Beware of Westerners bearing gifts
With a Bible in one hand and the US Constitution in the other, US Secretary of State Mike Pompeo declared in Cairo: “America is a force for good in the Middle East.”
This is not Barack Obama’s America, Pompeo said. Obama got it all wrong “in falsely seeing ourselves as a force for what ails the Middle East,” he said.
With the evangelical Pompeo, however, the Trump administration has a direct line to the angels. Armed with God’s Truth — the official transcript used a capital T — Pompeo insisted that Washington has recovered from Obama’s misguided flirtation with the Antichrist. The United States, he assured his audience at the American University of Cairo, will no longer “partner with enemies.” Under Trump’s leadership, Washington will set everything right, Pompeo implied.

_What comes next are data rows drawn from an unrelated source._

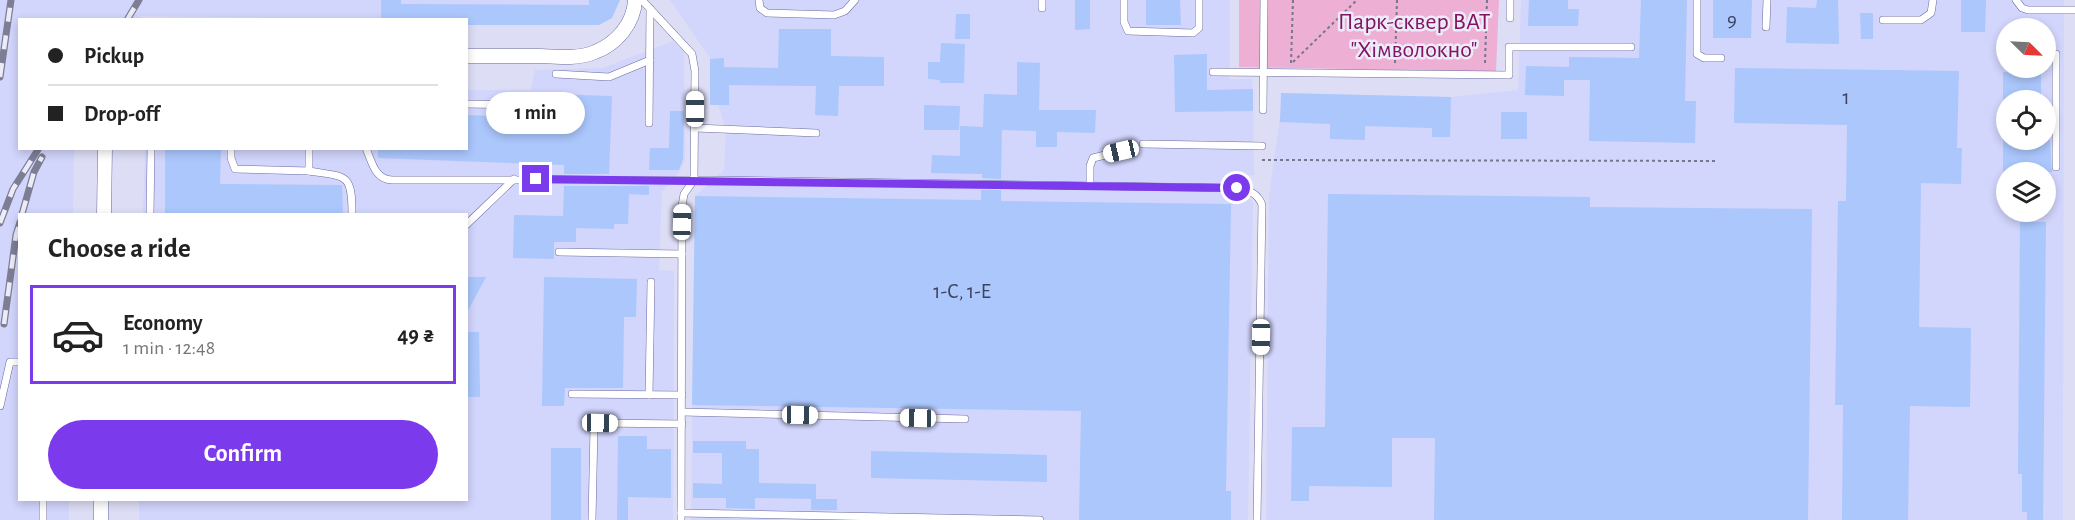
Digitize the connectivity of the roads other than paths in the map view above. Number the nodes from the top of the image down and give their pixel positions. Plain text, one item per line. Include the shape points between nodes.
1 (635, 0) edge
2 (642, 0) edge
3 (759, 0) edge
4 (855, 0) edge
5 (1124, 0) edge
6 (1199, 0) edge
7 (1264, 0) edge
8 (1510, 0) edge
9 (1697, 0) edge
10 (1767, 0) edge
11 (1933, 0) edge
12 (2016, 0) edge
13 (650, 9) junction
14 (2075, 10) edge
15 (1510, 18) dead end
16 (1883, 20) dead end
17 (1766, 27) dead end
18 (1631, 47) dead end
19 (468, 56) edge
20 (1721, 58) dead end
21 (650, 60) junction
22 (1213, 72) dead end
23 (1263, 72) junction
24 (556, 74) dead end
25 (2056, 78) edge
26 (468, 104) edge
27 (523, 105) dead end
28 (1263, 110) dead end
29 (650, 123) dead end
30 (695, 128) junction
31 (816, 133) dead end
32 (1143, 144) dead end
33 (1262, 146) dead end
34 (105, 150) edge
35 (150, 150) edge
36 (231, 150) edge
37 (309, 150) edge
38 (367, 150) edge
39 (1121, 151) dead end
40 (2056, 162) edge
41 (309, 171) junction
42 (514, 179) junction
43 (694, 180) junction
44 (1090, 185) junction
45 (104, 213) edge
46 (150, 213) edge
47 (352, 213) edge
48 (468, 223) edge
49 (559, 252) dead end
50 (682, 254) junction
51 (651, 282) dead end
52 (18, 362) edge
53 (572, 394) dead end
54 (649, 395) junction
55 (682, 395) junction
56 (0, 406) edge
57 (682, 412) junction
58 (965, 419) dead end
59 (682, 424) junction
60 (43, 501) edge
61 (101, 501) edge
62 (681, 517) edge
63 (43, 520) edge
64 (101, 520) edge
65 (592, 520) edge
66 (1041, 520) edge
67 (1257, 520) edge

1 - 19 street via 621,35 594,53 572,57
2 - 13 lane
3 - 4 lane via 760,8 767,13 834,15 845,11
5 - 6 lane via 1128,31 1192,33 1199,28
7 - 23 lane
8 - 15 lane
9 - 20 lane via 1697,54
10 - 17 lane
11 - 16 lane via 1931,13 1921,20
12 - 14 lane via 2028,10
13 - 21 lane
13 - 30 lane via 692,54
18 - 23 lane via 1509,47 1509,75
21 - 24 lane via 609,76
21 - 29 lane
22 - 23 lane
23 - 28 lane
25 - 40 lane
26 - 27 lane
30 - 31 lane
30 - 43 lane
32 - 33 lane
34 - 45 street
35 - 46 lane
36 - 41 lane via 235,169 241,171
37 - 41 lane
38 - 42 lane via 378,175 385,179
39 - 44 lane via 1093,158
41 - 47 lane via 346,179 352,190
42 - 43 lane
42 - 48 lane
43 - 44 lane
43 - 50 lane via 682,200
44 - 67 lane via 1237,188 1253,193 1261,201
49 - 50 lane
50 - 55 lane
51 - 54 lane
52 - 56 lane via 10,362
53 - 54 lane
54 - 55 lane
55 - 57 lane
57 - 58 lane
57 - 59 lane
59 - 62 lane
59 - 65 lane via 600,423 594,427
60 - 63 lane
61 - 64 street
62 - 66 lane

Even as US forces from Afghanistan to Syria prepared to obey the president’s directive to retreat, Pompeo’s solution to the shortcomings of US policy in the region, both real and imagined, is more not less American intervention.

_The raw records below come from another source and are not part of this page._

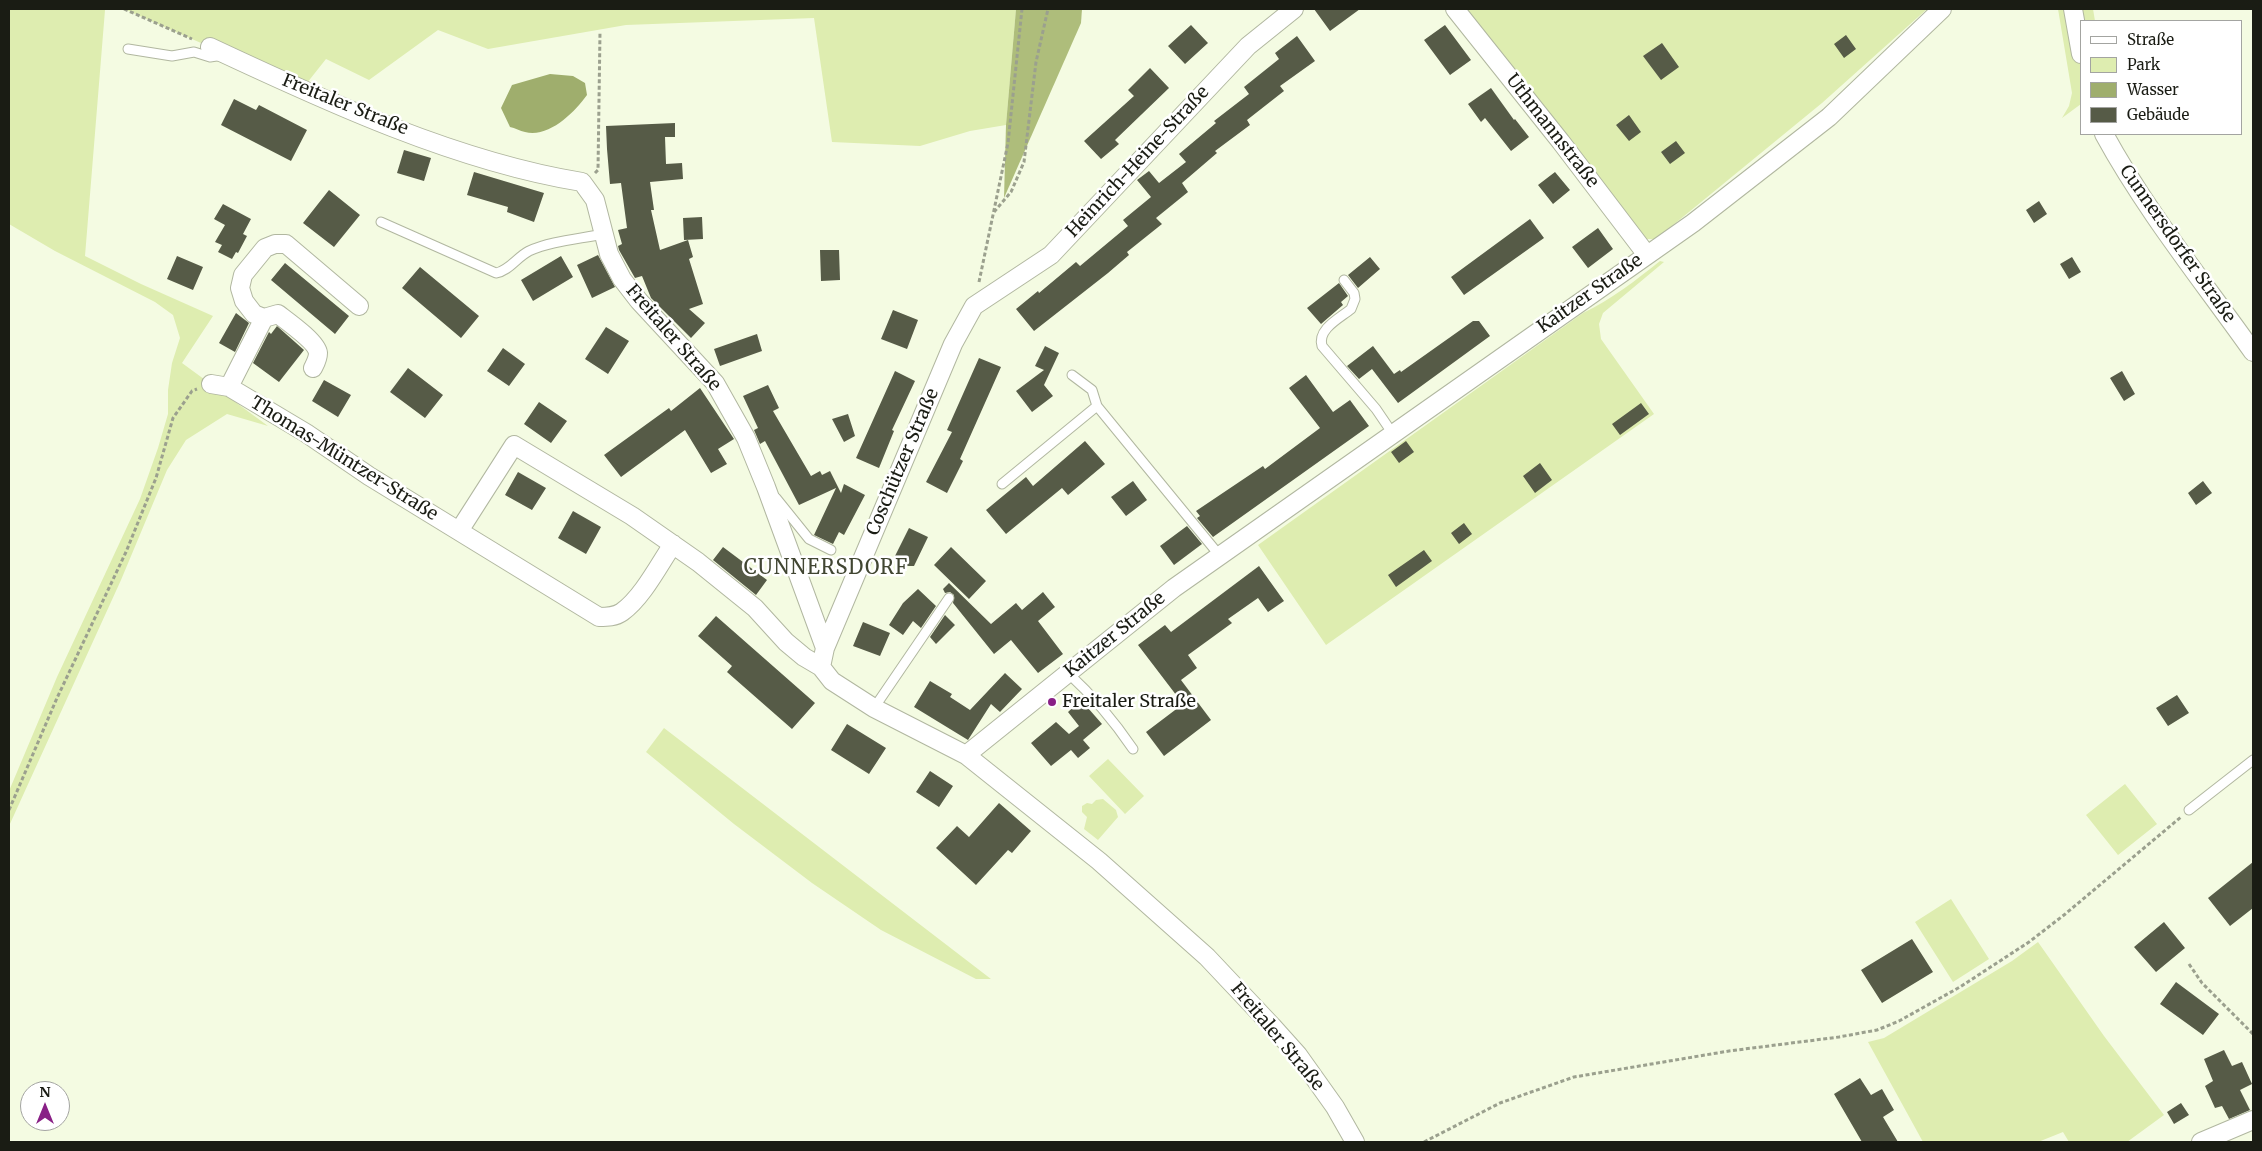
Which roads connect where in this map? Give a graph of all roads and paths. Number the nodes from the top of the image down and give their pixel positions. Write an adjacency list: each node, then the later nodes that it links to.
1 (124, 9): 11 (path)
2 (1022, 9): 14 (path)
3 (1048, 9): 14 (path)
4 (1294, 9): 20 (street, Heinrich-Heine-Straße)
5 (1455, 9): 17 (street, Uthmannstraße)
6 (1942, 9): 17 (street, Kaitzer Straße)
7 (2073, 9): 9 (street)
8 (600, 32): 13 (path)
9 (2080, 48)
10 (128, 49): 11 (lane)
11 (218, 51): 13 (street, Freitaler Straße)
12 (2105, 135): 22 (street, Cunnersdorfer Straße)
13 (582, 182): 16 (street, Freitaler Straße)
14 (994, 213): 20 (path)
15 (381, 222): 16 (lane)
16 (603, 234): 30 (street, Freitaler Straße)
17 (1646, 254): 28 (street, Kaitzer Straße)
18 (1344, 280): 28 (lane)
19 (359, 306): 21 (street)
20 (974, 306): 36 (street, Coschützer Straße)
21 (264, 318): 23 (street); 26 (street)
22 (2253, 352)
23 (313, 368)
24 (1072, 375): 27 (lane)
25 (212, 384): 26 (street, Thomas-Müntzer-Straße); 43 (path)
26 (229, 387): 31 (street, Thomas-Müntzer-Straße)
27 (1097, 406): 29 (lane); 34 (lane)
28 (1393, 434): 34 (street, Kaitzer Straße)
29 (1002, 484)
30 (766, 487): 33 (lane); 36 (street, Freitaler Straße)
31 (460, 531): 32 (street, Thomas-Müntzer-Straße); 32 (street)
32 (673, 544): 37 (street)
33 (831, 550)
34 (1220, 556): 38 (street, Kaitzer Straße)
35 (949, 598): 39 (lane)
36 (825, 648): 37 (street)
37 (821, 667): 39 (street, Freitaler Straße)
38 (1068, 673): 40 (lane); 41 (street, Kaitzer Straße)
39 (874, 708): 41 (street, Freitaler Straße)
40 (1133, 749)
41 (966, 755): 48 (street, Freitaler Straße)
42 (2253, 760): 44 (lane)
43 (9, 810)
44 (2189, 810): 49 (path)
45 (2189, 964): 46 (path)
46 (2253, 1034)
47 (2253, 1120): 50 (street)
48 (1356, 1142)
49 (1424, 1142)
50 (2201, 1142)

The idea that the West’s presence is a selfless sacrifice by those offering the gift of progress is as old as the modern Euro-American romance with intervention. Napoleon’s occupation of Egypt lasted only three years but established a pattern of foreign rule and the parallel mobilisation of local opposition that has repeated itself with sobering regularity over the last two centuries.
Like the United States today, Britain in its imperial heyday also fashioned itself as a “force for good.” British General Stanley Maude on March 19, 1917, proclaimed “to the people of Baghdad” after the entry of the victorious British Army to that Ottoman city: “Our armies do not come into your cities and lands as conquerors or enemies but as liberators. It is [Britain’s] wish that you should prosper even as in the past.”
The commitments embodied in Maude’s gracious words proved more difficult to establish than to declare.
His speech was drafted by one of the modern era’s most self-interested imperial architects, Sir Mark Sykes, the famous co-author of the secret treaty that carved up much of the Middle East between the war’s victors — London and Paris — and set the stage for today’s miseries.
Maude died from cholera within months of his announcement, a telling metaphor for the West’s bittersweet sojourn in the Orient. Britain ruled Iraq for decades — a “forever occupation” of unanticipated consequences that spanned two world wars and helped create a political system that produced Saddam Hussein. Yet the aspirations and ideals that Maude’s remarks embody continue to inspire new generations of Western occupiers and administrators from Kabul to Baghdad, Mosul and Raqqa.
This history is forever etched into the national consciousness of the region’s people. Foreign occupation has assumed many forms since Napoleon. The British and French administered Egypt’s affairs before British forces occupied Cairo in 1882 and remained pre-eminent until the Suez crisis. The Mandate system imposed after World War I created a contest between foreign rule and local leaders that was resolved only when the occupiers’ flag was lowered.
The defeat of this system by local nationalists after World War II set the stage for military regimes whose power has withstood all challenges — from both the ballot box and the battlefield.
To this list of good deeds, one must now add Washington’s post 9/11 rationale for Western intervention — saving the peoples of the region from the atrocities of Islam’s extremists.
In the last four decades, foreign armies have occupied four Arab capitals — Beirut, Tripoli, Baghdad and Kuwait City — and citizens have challenged rulers in many others, a testament to both the enduring attraction of the region in Western councils and the pervasive weakness of a region that invites such adventurism.
The “forever wars” of the post 9/11 generation show no sign of abating. If Pompeo is correct, Washington, with or without the president himself, will stake its claim as a force for good by bringing the fight to its enemies with a virulence and commitment unequalled by its hapless predecessors.
Victory, however, even with God on your side, is not preordained. The team on the other side of the chessboard has a vote in the outcome. Indeed, America’s conquest of Iraq in 2003 is the best and most instructive example of the perils of the kind of self-deception championed by Washington.
“The war produced profound consequences,” concludes a recent two-volume report on the Iraq conflict by the US Army. “An emboldened and expansionist Iran appears to be the only victor. Iraq, the traditional regional counterbalance for Iran, is at best emasculated, and at worst has key elements of its government acting as proxies for Iranian interests.”
Washington can choose to waste capital and essential resources in “forever wars” but who can blame the long-suffering people of the Arab world who continue to pay the price of the not-so-benevolent legacy inspired by this agenda?